Dans une remarquable étude sur l’œuvre sociale et politique de Vauban, un savant français, M. G. Renaud, a porté sur lui ce jugement qui montre à quel rang cet homme, connu seulement du plus grand nombre par les sièges qu’il a faits et les forteresses qu’il a construites, est placé parmi les plus illustres figures de notre histoire : « Depuis Sully, dit-il, une succession à peine interrompue de grands ministres avait relevé la France et amélioré son administration. Sully, Richelieu, Mazarin, Colbert surtout, avaient dégagé le pays d’une partie du fardeau qui l’empêchait de progresser. Mais Colbert mort, il n’y eut plus personne pour poursuivre l’œuvre de réforme. Cependant, il existait bien quelqu’un capable de la continuer, ce quelqu’un c’était Vauban. Lui disparu, il ne se présente plus personne d’une taille assez haute pour recueillir la succession de ces hommes éminents. »

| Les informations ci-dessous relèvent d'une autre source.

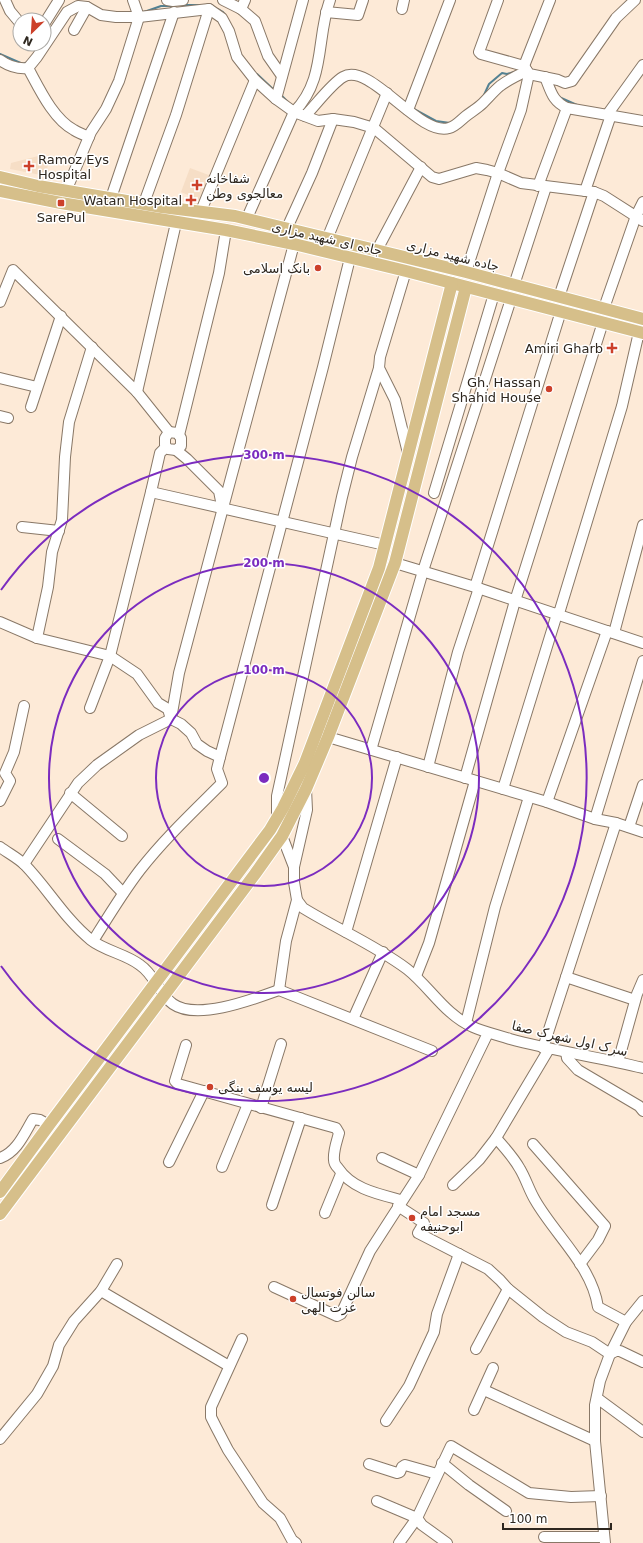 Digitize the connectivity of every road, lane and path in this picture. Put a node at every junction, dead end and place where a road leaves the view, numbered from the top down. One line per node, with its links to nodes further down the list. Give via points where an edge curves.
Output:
1 (5, 0): 20 (street)
2 (59, 0): 17 (street)
3 (133, 0): 21 (street)
4 (167, 0): 5 (street)
5 (183, 0)
6 (223, 0): 14 (street)
7 (303, 0): 27 (street)
8 (330, 0): 19 (street)
9 (363, 0): 19 (street, via 358,14)
10 (450, 0): 33 (street)
11 (498, 0): 26 (street, via 479,52)
12 (550, 0): 26 (street)
13 (628, 2): 28 (street, via 572,81 565,83)
14 (243, 5): 27 (street, via 255,21 268,56)
15 (87, 7): 21 (street, via 101,14 116,17); 22 (street); 25 (street, via 78,6 67,12)
16 (209, 9): 18 (street); 29 (street, via 222,18 237,57); 51 (street, via 176,115)
17 (52, 12)
18 (174, 12): 21 (street); 48 (street)
19 (326, 12): 34 (street, via 322,46 313,81 304,102)
20 (12, 13)
21 (139, 17): 40 (street, via 119,81)
22 (74, 30)
23 (0, 60): 25 (street, via 21,69)
24 (643, 65): 35 (street)
25 (28, 68): 40 (street, via 60,120 73,130)
26 (526, 70): 28 (street); 33 (street, via 501,86 456,125 449,128 441,129 430,125); 42 (street, via 521,110)
27 (282, 76): 31 (street)
28 (545, 77): 32 (street, via 554,100)
29 (255, 80): 31 (street); 52 (street)
30 (387, 93): 33 (street); 36 (street, via 363,77 344,76); 39 (street)
31 (276, 99): 34 (street)
32 (567, 108): 35 (street); 44 (street)
33 (408, 110)
34 (294, 112): 36 (street); 53 (street)
35 (609, 115): 38 (street); 47 (street)
36 (305, 116): 37 (street, via 318,121)
37 (333, 119): 39 (street); 56 (street)
38 (643, 121)
39 (374, 128): 41 (street); 58 (street)
40 (89, 137): 45 (street)
41 (421, 167): 42 (street, via 432,177 439,179 476,168); 60 (street)
42 (498, 173): 44 (street, via 521,183); 64 (street)
43 (0, 178): 45 (main road)
44 (542, 186): 47 (street); 66 (street)
45 (66, 190): 48 (main road); 50 (street)
46 (0, 191): 50 (main road, جاده ای شهید مزاری)
47 (589, 192): 54 (street, via 604,196); 69 (street)
48 (111, 198): 51 (main road)
49 (643, 202): 54 (street)
50 (61, 203): 55 (main road, جاده ای شهید مزاری)
51 (144, 203): 52 (main road, جاده شهید مزاری)
52 (201, 211): 53 (main road, جاده شهید مزاری)
53 (247, 218): 56 (main road, جاده شهید مزاری)
54 (639, 218): 72 (street)
55 (176, 223): 57 (main road, جاده ای شهید مزاری); 82 (street)
56 (287, 228): 58 (main road, جاده شهید مزاری)
57 (226, 230): 59 (main road, جاده ای شهید مزاری); 85 (street, via 219,273)
58 (328, 239): 60 (main road, جاده شهید مزاری)
59 (294, 244): 61 (main road, جاده ای شهید مزاری); 90 (street)
60 (377, 250): 62 (main road, جاده شهید مزاری)
61 (350, 258): 63 (main road, جاده ای شهید مزاری); 91 (street, via 324,368)
62 (410, 258): 63 (street); 64 (main road, جاده شهید مزاری)
63 (406, 271): 65 (main road, جاده ای شهید مزاری); 79 (street)
64 (466, 272): 66 (main road, جاده شهید مزاری)
65 (452, 284): 67 (main road, جاده ای شهید مزاری); 87 (main road)
66 (514, 285): 69 (main road, جاده شهید مزاری)
67 (466, 287): 68 (main road, جاده ای شهید مزاری); 97 (main road)
68 (494, 294): 70 (main road, جاده ای شهید مزاری); 89 (street)
69 (559, 297): 72 (main road, جاده شهید مزاری)
70 (511, 299): 73 (main road, جاده ای شهید مزاری); 98 (street)
71 (0, 302): 74 (street, via 13,270)
72 (604, 308): 75 (main road, جاده شهید مزاری)
73 (562, 311): 76 (main road, جاده ای شهید مزاری); 99 (street)
74 (61, 316): 78 (street); 81 (street)
75 (643, 319)
76 (603, 322): 77 (main road, جاده ای شهید مزاری); 100 (street)
77 (641, 332): 101 (street, via 622,406)
78 (92, 347): 82 (street); 94 (street, via 69,422)
79 (379, 368): 87 (street, via 395,400); 95 (street, via 352,457)
80 (0, 378): 81 (street)
81 (37, 387): 83 (street)
82 (137, 392): 84 (street)
83 (31, 407)
84 (169, 432): 85 (street); 86 (street, via 164,441)
85 (179, 435): 86 (street, via 182,443 179,448)
86 (171, 449): 88 (street, via 160,453); 90 (street, via 187,459 219,492)
87 (409, 456): 96 (main road)
88 (151, 492): 90 (street); 106 (street)
89 (434, 493)
90 (223, 508): 91 (street); 110 (street, via 179,673)
91 (282, 521): 95 (street); 113 (street)
92 (643, 525): 103 (street)
93 (22, 527): 94 (street)
94 (59, 531): 104 (street, via 52,552 48,587)
95 (334, 534): 96 (street); 125 (street, via 277,796)
96 (385, 546): 125 (main road, via 368,599 305,764)
97 (395, 563): 98 (street); 111 (main road)
98 (423, 571): 99 (street); 112 (street)
99 (477, 588): 100 (street); 115 (street)
100 (515, 601): 101 (street); 116 (street)
101 (557, 614): 103 (street); 120 (street)
102 (0, 622): 104 (street)
103 (610, 632): 105 (street); 124 (street)
104 (37, 638): 106 (street)
105 (643, 643)
106 (110, 656): 109 (street); 110 (street, via 137,674 158,703 168,709)
107 (643, 661): 127 (street)
108 (24, 706): 123 (street, via 14,752 6,773 10,781)
109 (90, 708)
110 (171, 719): 113 (street, via 181,724 197,744); 121 (street, via 139,735 97,765)
111 (328, 737): 112 (street); 119 (main road)
112 (371, 750): 114 (street)
113 (220, 757): 137 (street, via 217,769 222,782 167,838)
114 (397, 757): 115 (street); 139 (street)
115 (428, 766): 116 (street)
116 (465, 778): 117 (street)
117 (475, 781): 120 (street); 142 (street, via 429,943)
118 (643, 785): 129 (street)
119 (306, 789): 126 (main road); 136 (street, via 307,810)
120 (503, 790): 122 (street)
121 (70, 793): 131 (street); 135 (street)
122 (529, 797): 124 (street); 150 (street, via 495,907)
123 (0, 801)
124 (546, 802): 127 (street)
125 (280, 813): 126 (main road); 145 (main road)
126 (294, 815): 132 (main road)
127 (595, 819): 128 (street)
128 (616, 823): 129 (street); 143 (street)
129 (629, 828): 130 (street)
130 (643, 832)
131 (122, 836)
132 (282, 836): 136 (street); 147 (main road)
133 (58, 839): 137 (street, via 105,874)
134 (0, 847): 135 (street)
135 (24, 864): 140 (street)
136 (294, 867): 138 (street)
137 (123, 893): 140 (street)
138 (297, 900): 139 (street, سرک اول شهرک صفا, via 303,908); 146 (street, via 286,941)
139 (346, 932): 141 (street, سرک اول شهرک صفا)
140 (93, 941): 145 (street, via 141,965)
141 (383, 952): 142 (street, سرک اول شهرک صفا); 149 (street)
142 (416, 976): 150 (street, سرک اول شهرک صفا, via 446,1009)
143 (566, 977): 148 (street); 154 (street)
144 (643, 980): 148 (street)
145 (156, 982): 147 (street); 164 (main road)
146 (279, 990): 147 (street, via 212,1009 188,1010 174,1005); 149 (street)
147 (164, 996): 178 (main road)
148 (638, 996): 157 (street)
149 (353, 1019): 155 (street)
150 (466, 1023): 151 (street, سرک اول شهرک صفا)
151 (488, 1032): 154 (street, سرک اول شهرک صفا); 172 (street)
152 (281, 1044): 161 (street)
153 (186, 1045): 159 (street, via 175,1081)
154 (546, 1049): 156 (street, سرک اول شهرک صفا); 165 (street)
155 (432, 1051)
156 (566, 1052): 157 (street, سرک اول شهرک صفا); 162 (street, via 566,1058 578,1070 639,1106)
157 (618, 1062): 158 (street, سرک اول شهرک صفا)
158 (643, 1068)
159 (204, 1091): 160 (street); 169 (street)
160 (248, 1104): 161 (street); 170 (street)
161 (261, 1108): 163 (street)
162 (643, 1111)
163 (301, 1118): 171 (street, via 336,1128 339,1133 334,1162); 176 (street)
164 (49, 1125): 167 (street, via 33,1119 17,1146); 174 (main road)
165 (496, 1138): 173 (street, via 479,1160); 181 (street, via 520,1169 550,1224)
166 (533, 1144): 181 (street, via 605,1226)
167 (0, 1158)
168 (382, 1158): 172 (street)
169 (168, 1162)
170 (222, 1167)
171 (341, 1174): 175 (street, via 364,1189); 177 (street)
172 (419, 1175): 175 (street)
173 (453, 1185)
174 (0, 1192)
175 (400, 1203): 179 (street, via 424,1223 418,1233); 182 (street, via 370,1251 341,1314 337,1316)
176 (272, 1205)
177 (325, 1213)
178 (0, 1214)
179 (458, 1254): 183 (street, via 488,1269); 196 (street, via 437,1314 434,1332 409,1386)
180 (117, 1264): 184 (street)
181 (580, 1264): 186 (street, via 596,1293 598,1307)
182 (274, 1287)
183 (508, 1289): 188 (street); 189 (street, via 544,1318)
184 (101, 1291): 191 (street); 198 (street, via 59,1344 53,1366 37,1394)
185 (643, 1301): 186 (street)
186 (626, 1322): 189 (street)
187 (242, 1339): 191 (street)
188 (476, 1349)
189 (610, 1354): 190 (street, via 620,1351); 194 (street)
190 (643, 1362)
191 (229, 1366): 209 (street, via 211,1407 211,1417 228,1450 254,1490 263,1503 280,1518)
192 (493, 1368): 193 (street)
193 (484, 1390): 195 (street); 199 (street)
194 (597, 1398): 197 (street); 199 (street)
195 (474, 1410)
196 (386, 1421)
197 (643, 1432)
198 (0, 1439)
199 (595, 1441): 203 (street)
200 (442, 1463): 202 (street); 203 (street, via 451,1446 529,1493 571,1497); 205 (street)
201 (370, 1464): 202 (street, via 397,1473 404,1465)
202 (438, 1474): 206 (street)
203 (601, 1496): 208 (street)
204 (377, 1501): 206 (street)
205 (506, 1511)
206 (417, 1518): 210 (street); 211 (street, via 422,1525)
207 (544, 1537): 208 (street)
208 (605, 1540)
209 (296, 1543)
210 (399, 1543)
211 (447, 1543) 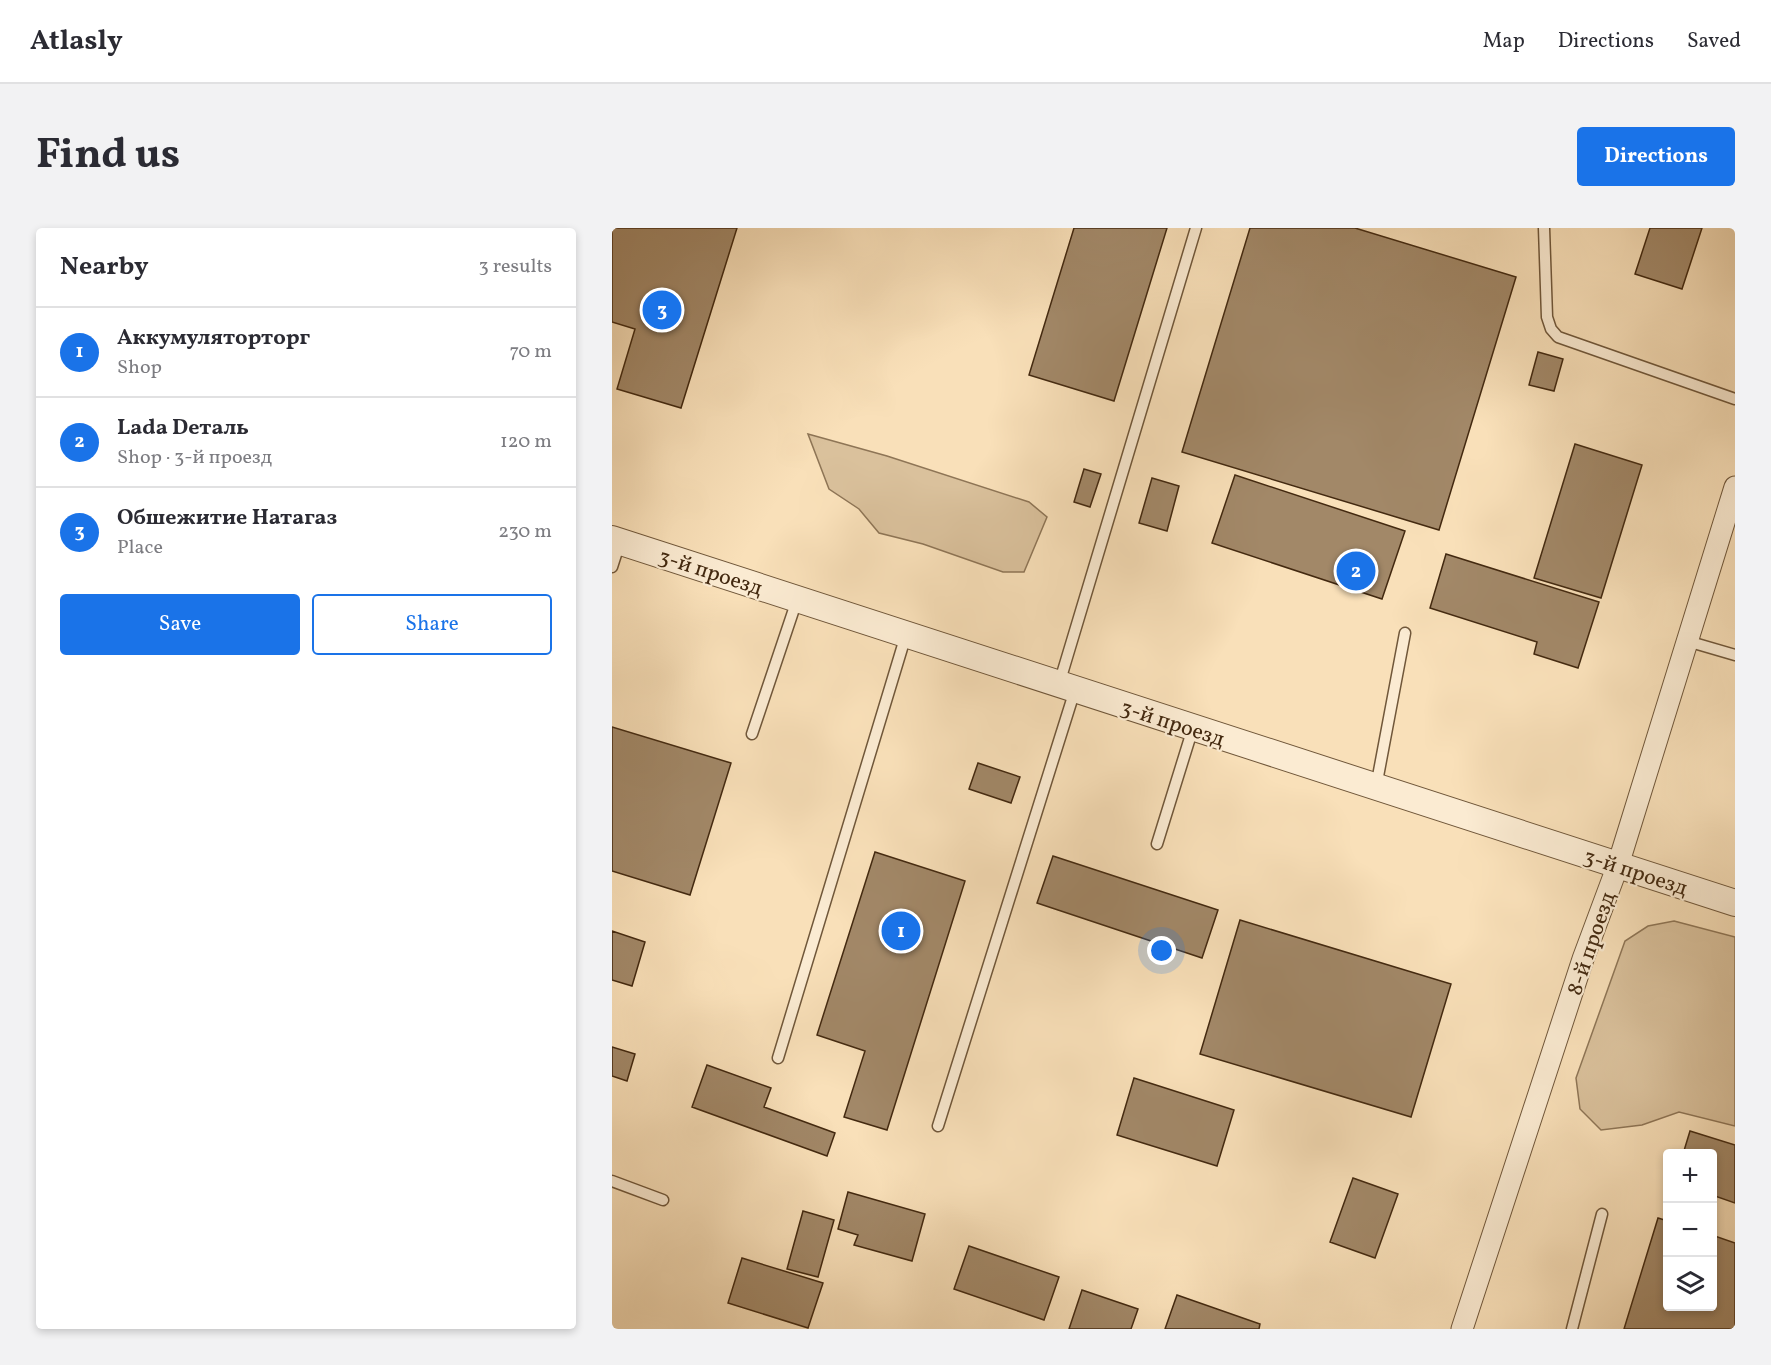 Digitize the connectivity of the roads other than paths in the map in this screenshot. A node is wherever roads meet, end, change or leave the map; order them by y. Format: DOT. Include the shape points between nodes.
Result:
graph roads {
  1 [pos="1196,228"];
  2 [pos="1544,228"];
  3 [pos="1735,399"];
  4 [pos="1735,487"];
  5 [pos="616,540"];
  6 [pos="612,567"];
  7 [pos="797,599"];
  8 [pos="1405,633"];
  9 [pos="906,634"];
  10 [pos="1688,641"];
  11 [pos="1735,655"];
  12 [pos="1067,687"];
  13 [pos="1193,728"];
  14 [pos="752,734"];
  15 [pos="1376,787"];
  16 [pos="1157,844"];
  17 [pos="1618,865"];
  18 [pos="1735,903"];
  19 [pos="778,1058"];
  20 [pos="939,1126"];
  21 [pos="612,1180"];
  22 [pos="663,1200"];
  23 [pos="1602,1214"];
  24 [pos="1462,1329"];
  25 [pos="1572,1329"];
  1 -- 12 [label="lane"];
  2 -- 3 [label="lane" via="1547,317 1558,337"];
  4 -- 10 [label="street, 8-й проезд"];
  5 -- 6 [label="lane"];
  5 -- 7 [label="street, 3-й проезд"];
  7 -- 9 [label="street, 3-й проезд"];
  7 -- 14 [label="lane"];
  8 -- 15 [label="lane"];
  9 -- 12 [label="street, 3-й проезд"];
  9 -- 19 [label="lane"];
  10 -- 11 [label="lane"];
  10 -- 17 [label="street, 8-й проезд"];
  12 -- 13 [label="street, 3-й проезд"];
  12 -- 20 [label="lane"];
  13 -- 15 [label="street, 3-й проезд"];
  13 -- 16 [label="lane"];
  15 -- 17 [label="street, 3-й проезд"];
  17 -- 18 [label="street, 3-й проезд"];
  17 -- 24 [label="street, 8-й проезд" via="1583,959"];
  21 -- 22 [label="lane"];
  23 -- 25 [label="lane"];
}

Et M. Renaud ajoute que plus on étudie l’œuvre considérable de Vauban, plus on est effrayé d’une pareille tâche. « On admire de plus en plus, dit-il, l’amour profond de ce courageux patriote pour sa chère France ; on éprouve pour ses vertus et ses talents une véritable vénération et un enthousiasme impossible à décrire. Les mots, dans leur insuffisance, semblent incapables d’exprimer la grandeur de cette honnêteté si sincère, de cette vertu si pure, de cette gloire si modeste. »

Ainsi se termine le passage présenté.